Problem description
Could you say how many lines in the entries contain the string "path"? Give only that number.

=====

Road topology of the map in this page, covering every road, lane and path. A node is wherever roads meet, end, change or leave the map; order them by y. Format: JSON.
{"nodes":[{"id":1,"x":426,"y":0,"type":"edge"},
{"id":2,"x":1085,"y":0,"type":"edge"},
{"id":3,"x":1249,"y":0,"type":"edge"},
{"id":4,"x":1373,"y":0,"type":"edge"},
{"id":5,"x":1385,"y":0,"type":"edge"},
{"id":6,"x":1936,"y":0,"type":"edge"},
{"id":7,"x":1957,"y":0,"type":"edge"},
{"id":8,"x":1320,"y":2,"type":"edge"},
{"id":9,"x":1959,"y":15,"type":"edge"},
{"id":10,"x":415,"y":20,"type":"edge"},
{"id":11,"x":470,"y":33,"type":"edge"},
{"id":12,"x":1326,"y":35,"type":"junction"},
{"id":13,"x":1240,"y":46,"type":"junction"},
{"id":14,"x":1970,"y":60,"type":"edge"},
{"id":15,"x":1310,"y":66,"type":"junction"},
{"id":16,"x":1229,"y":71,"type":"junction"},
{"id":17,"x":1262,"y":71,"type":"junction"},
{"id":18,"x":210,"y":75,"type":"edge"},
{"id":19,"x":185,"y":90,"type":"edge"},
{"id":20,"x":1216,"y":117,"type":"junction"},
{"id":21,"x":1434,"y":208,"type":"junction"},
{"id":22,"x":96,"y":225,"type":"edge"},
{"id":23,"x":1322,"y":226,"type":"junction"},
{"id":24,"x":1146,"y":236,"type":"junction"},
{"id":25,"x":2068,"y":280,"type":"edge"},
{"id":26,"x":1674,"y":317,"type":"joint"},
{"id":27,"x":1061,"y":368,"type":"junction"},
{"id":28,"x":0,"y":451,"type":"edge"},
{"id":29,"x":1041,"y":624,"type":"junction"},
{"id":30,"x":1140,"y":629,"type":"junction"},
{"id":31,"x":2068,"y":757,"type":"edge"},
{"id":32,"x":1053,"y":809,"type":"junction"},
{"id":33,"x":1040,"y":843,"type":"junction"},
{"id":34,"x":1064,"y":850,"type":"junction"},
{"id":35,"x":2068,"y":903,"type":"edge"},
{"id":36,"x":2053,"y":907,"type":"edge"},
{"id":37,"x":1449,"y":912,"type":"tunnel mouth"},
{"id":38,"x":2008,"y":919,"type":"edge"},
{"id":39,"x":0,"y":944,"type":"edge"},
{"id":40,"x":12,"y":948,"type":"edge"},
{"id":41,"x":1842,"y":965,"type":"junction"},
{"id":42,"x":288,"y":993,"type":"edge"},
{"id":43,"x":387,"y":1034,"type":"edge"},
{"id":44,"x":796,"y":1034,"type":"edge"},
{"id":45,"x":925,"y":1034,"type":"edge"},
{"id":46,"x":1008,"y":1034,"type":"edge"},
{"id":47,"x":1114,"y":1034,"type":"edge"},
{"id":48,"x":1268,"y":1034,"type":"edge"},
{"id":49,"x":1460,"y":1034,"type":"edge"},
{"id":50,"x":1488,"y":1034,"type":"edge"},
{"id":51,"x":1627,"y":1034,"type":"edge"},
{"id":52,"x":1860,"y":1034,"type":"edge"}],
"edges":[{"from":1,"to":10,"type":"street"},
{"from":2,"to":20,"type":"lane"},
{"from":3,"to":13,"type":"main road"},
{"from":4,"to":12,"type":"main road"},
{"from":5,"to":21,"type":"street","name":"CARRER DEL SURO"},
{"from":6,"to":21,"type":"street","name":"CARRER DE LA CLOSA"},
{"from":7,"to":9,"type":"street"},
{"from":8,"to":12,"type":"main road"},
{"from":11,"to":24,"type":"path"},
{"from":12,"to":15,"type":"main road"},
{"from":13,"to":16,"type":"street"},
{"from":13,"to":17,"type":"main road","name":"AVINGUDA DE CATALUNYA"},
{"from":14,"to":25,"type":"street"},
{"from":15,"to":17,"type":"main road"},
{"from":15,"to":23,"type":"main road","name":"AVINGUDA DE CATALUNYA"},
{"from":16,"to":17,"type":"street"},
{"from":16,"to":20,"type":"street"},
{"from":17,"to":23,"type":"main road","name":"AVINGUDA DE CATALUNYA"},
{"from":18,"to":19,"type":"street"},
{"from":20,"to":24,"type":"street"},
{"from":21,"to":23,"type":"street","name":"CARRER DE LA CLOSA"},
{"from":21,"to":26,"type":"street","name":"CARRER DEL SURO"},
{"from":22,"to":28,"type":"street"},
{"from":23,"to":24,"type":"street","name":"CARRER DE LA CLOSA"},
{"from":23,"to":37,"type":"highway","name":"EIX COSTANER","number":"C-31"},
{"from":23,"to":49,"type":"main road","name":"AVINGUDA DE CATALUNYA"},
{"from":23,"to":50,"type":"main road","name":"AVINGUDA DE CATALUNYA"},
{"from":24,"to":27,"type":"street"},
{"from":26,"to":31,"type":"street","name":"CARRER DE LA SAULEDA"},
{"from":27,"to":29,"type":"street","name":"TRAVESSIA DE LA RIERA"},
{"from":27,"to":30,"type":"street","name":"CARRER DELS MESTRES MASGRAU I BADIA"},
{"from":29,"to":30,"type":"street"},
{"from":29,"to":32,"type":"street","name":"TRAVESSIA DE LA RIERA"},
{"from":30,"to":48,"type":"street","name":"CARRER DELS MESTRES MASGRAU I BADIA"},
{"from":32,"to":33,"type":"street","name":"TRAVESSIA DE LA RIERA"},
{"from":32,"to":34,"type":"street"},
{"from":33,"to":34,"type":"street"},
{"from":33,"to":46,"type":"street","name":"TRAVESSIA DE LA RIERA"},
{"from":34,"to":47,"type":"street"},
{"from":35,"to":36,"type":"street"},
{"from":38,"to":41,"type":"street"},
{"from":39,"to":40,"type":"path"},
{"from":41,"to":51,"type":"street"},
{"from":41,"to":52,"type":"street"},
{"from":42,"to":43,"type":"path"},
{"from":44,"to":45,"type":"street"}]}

=====

Written answer
4